→ **Work to complete**
Using the listing below, return each line exactly as it reads.

=-=-=

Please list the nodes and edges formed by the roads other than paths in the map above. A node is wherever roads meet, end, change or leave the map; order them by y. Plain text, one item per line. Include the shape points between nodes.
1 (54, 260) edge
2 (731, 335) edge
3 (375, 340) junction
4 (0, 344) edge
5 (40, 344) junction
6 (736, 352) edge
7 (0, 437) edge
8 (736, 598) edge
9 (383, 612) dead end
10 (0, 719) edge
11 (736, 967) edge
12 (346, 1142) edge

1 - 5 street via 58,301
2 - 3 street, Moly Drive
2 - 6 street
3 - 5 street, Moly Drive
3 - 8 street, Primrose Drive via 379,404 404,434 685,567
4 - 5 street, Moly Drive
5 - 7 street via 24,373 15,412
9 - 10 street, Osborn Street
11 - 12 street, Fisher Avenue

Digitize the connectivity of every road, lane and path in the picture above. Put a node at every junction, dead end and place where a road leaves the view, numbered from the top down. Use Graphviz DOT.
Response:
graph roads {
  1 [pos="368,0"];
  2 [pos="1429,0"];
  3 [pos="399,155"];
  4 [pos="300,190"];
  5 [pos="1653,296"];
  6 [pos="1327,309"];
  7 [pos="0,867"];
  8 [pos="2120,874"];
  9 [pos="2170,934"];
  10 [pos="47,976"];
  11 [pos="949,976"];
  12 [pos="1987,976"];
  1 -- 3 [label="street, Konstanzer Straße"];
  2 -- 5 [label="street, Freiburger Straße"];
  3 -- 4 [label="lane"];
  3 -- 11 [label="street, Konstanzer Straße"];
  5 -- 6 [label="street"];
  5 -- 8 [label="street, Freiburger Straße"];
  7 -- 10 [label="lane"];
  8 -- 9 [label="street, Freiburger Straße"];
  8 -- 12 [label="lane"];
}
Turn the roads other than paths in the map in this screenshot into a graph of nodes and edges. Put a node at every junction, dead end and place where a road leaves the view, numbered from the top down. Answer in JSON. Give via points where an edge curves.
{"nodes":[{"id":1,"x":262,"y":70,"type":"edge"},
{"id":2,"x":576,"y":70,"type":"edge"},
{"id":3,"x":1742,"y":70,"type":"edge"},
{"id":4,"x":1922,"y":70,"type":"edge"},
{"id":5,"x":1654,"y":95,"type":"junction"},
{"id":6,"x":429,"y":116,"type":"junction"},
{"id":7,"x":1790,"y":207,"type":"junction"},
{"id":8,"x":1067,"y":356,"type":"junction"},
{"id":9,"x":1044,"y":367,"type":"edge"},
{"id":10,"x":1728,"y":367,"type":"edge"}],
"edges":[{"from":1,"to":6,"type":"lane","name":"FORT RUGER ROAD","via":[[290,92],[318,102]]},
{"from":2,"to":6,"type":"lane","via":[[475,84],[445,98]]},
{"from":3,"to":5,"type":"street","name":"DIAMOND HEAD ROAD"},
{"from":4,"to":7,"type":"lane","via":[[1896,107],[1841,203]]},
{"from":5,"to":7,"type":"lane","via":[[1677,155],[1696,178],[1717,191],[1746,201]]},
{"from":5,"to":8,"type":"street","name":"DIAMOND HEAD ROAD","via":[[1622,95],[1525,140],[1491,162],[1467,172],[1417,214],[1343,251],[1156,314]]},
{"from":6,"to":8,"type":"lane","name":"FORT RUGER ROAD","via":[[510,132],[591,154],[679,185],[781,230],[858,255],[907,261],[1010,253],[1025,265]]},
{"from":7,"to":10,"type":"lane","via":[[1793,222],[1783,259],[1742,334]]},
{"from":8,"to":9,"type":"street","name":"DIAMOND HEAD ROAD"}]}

=-=-=

→ **Answer**
Please list the nodes and edges formed by the roads other than paths in the map above. A node is wherever roads meet, end, change or leave the map; order them by y. Plain text, one item per line. Include the shape points between nodes.
1 (54, 260) edge
2 (731, 335) edge
3 (375, 340) junction
4 (0, 344) edge
5 (40, 344) junction
6 (736, 352) edge
7 (0, 437) edge
8 (736, 598) edge
9 (383, 612) dead end
10 (0, 719) edge
11 (736, 967) edge
12 (346, 1142) edge

1 - 5 street via 58,301
2 - 3 street, Moly Drive
2 - 6 street
3 - 5 street, Moly Drive
3 - 8 street, Primrose Drive via 379,404 404,434 685,567
4 - 5 street, Moly Drive
5 - 7 street via 24,373 15,412
9 - 10 street, Osborn Street
11 - 12 street, Fisher Avenue

Digitize the connectivity of every road, lane and path in the picture above. Put a node at every junction, dead end and place where a road leaves the view, numbered from the top down. Use Graphviz DOT.
Response:
graph roads {
  1 [pos="368,0"];
  2 [pos="1429,0"];
  3 [pos="399,155"];
  4 [pos="300,190"];
  5 [pos="1653,296"];
  6 [pos="1327,309"];
  7 [pos="0,867"];
  8 [pos="2120,874"];
  9 [pos="2170,934"];
  10 [pos="47,976"];
  11 [pos="949,976"];
  12 [pos="1987,976"];
  1 -- 3 [label="street, Konstanzer Straße"];
  2 -- 5 [label="street, Freiburger Straße"];
  3 -- 4 [label="lane"];
  3 -- 11 [label="street, Konstanzer Straße"];
  5 -- 6 [label="street"];
  5 -- 8 [label="street, Freiburger Straße"];
  7 -- 10 [label="lane"];
  8 -- 9 [label="street, Freiburger Straße"];
  8 -- 12 [label="lane"];
}
Turn the roads other than paths in the map in this screenshot into a graph of nodes and edges. Put a node at every junction, dead end and place where a road leaves the view, numbered from the top down. Answer in JSON. Give via points where an edge curves.
{"nodes":[{"id":1,"x":262,"y":70,"type":"edge"},
{"id":2,"x":576,"y":70,"type":"edge"},
{"id":3,"x":1742,"y":70,"type":"edge"},
{"id":4,"x":1922,"y":70,"type":"edge"},
{"id":5,"x":1654,"y":95,"type":"junction"},
{"id":6,"x":429,"y":116,"type":"junction"},
{"id":7,"x":1790,"y":207,"type":"junction"},
{"id":8,"x":1067,"y":356,"type":"junction"},
{"id":9,"x":1044,"y":367,"type":"edge"},
{"id":10,"x":1728,"y":367,"type":"edge"}],
"edges":[{"from":1,"to":6,"type":"lane","name":"FORT RUGER ROAD","via":[[290,92],[318,102]]},
{"from":2,"to":6,"type":"lane","via":[[475,84],[445,98]]},
{"from":3,"to":5,"type":"street","name":"DIAMOND HEAD ROAD"},
{"from":4,"to":7,"type":"lane","via":[[1896,107],[1841,203]]},
{"from":5,"to":7,"type":"lane","via":[[1677,155],[1696,178],[1717,191],[1746,201]]},
{"from":5,"to":8,"type":"street","name":"DIAMOND HEAD ROAD","via":[[1622,95],[1525,140],[1491,162],[1467,172],[1417,214],[1343,251],[1156,314]]},
{"from":6,"to":8,"type":"lane","name":"FORT RUGER ROAD","via":[[510,132],[591,154],[679,185],[781,230],[858,255],[907,261],[1010,253],[1025,265]]},
{"from":7,"to":10,"type":"lane","via":[[1793,222],[1783,259],[1742,334]]},
{"from":8,"to":9,"type":"street","name":"DIAMOND HEAD ROAD"}]}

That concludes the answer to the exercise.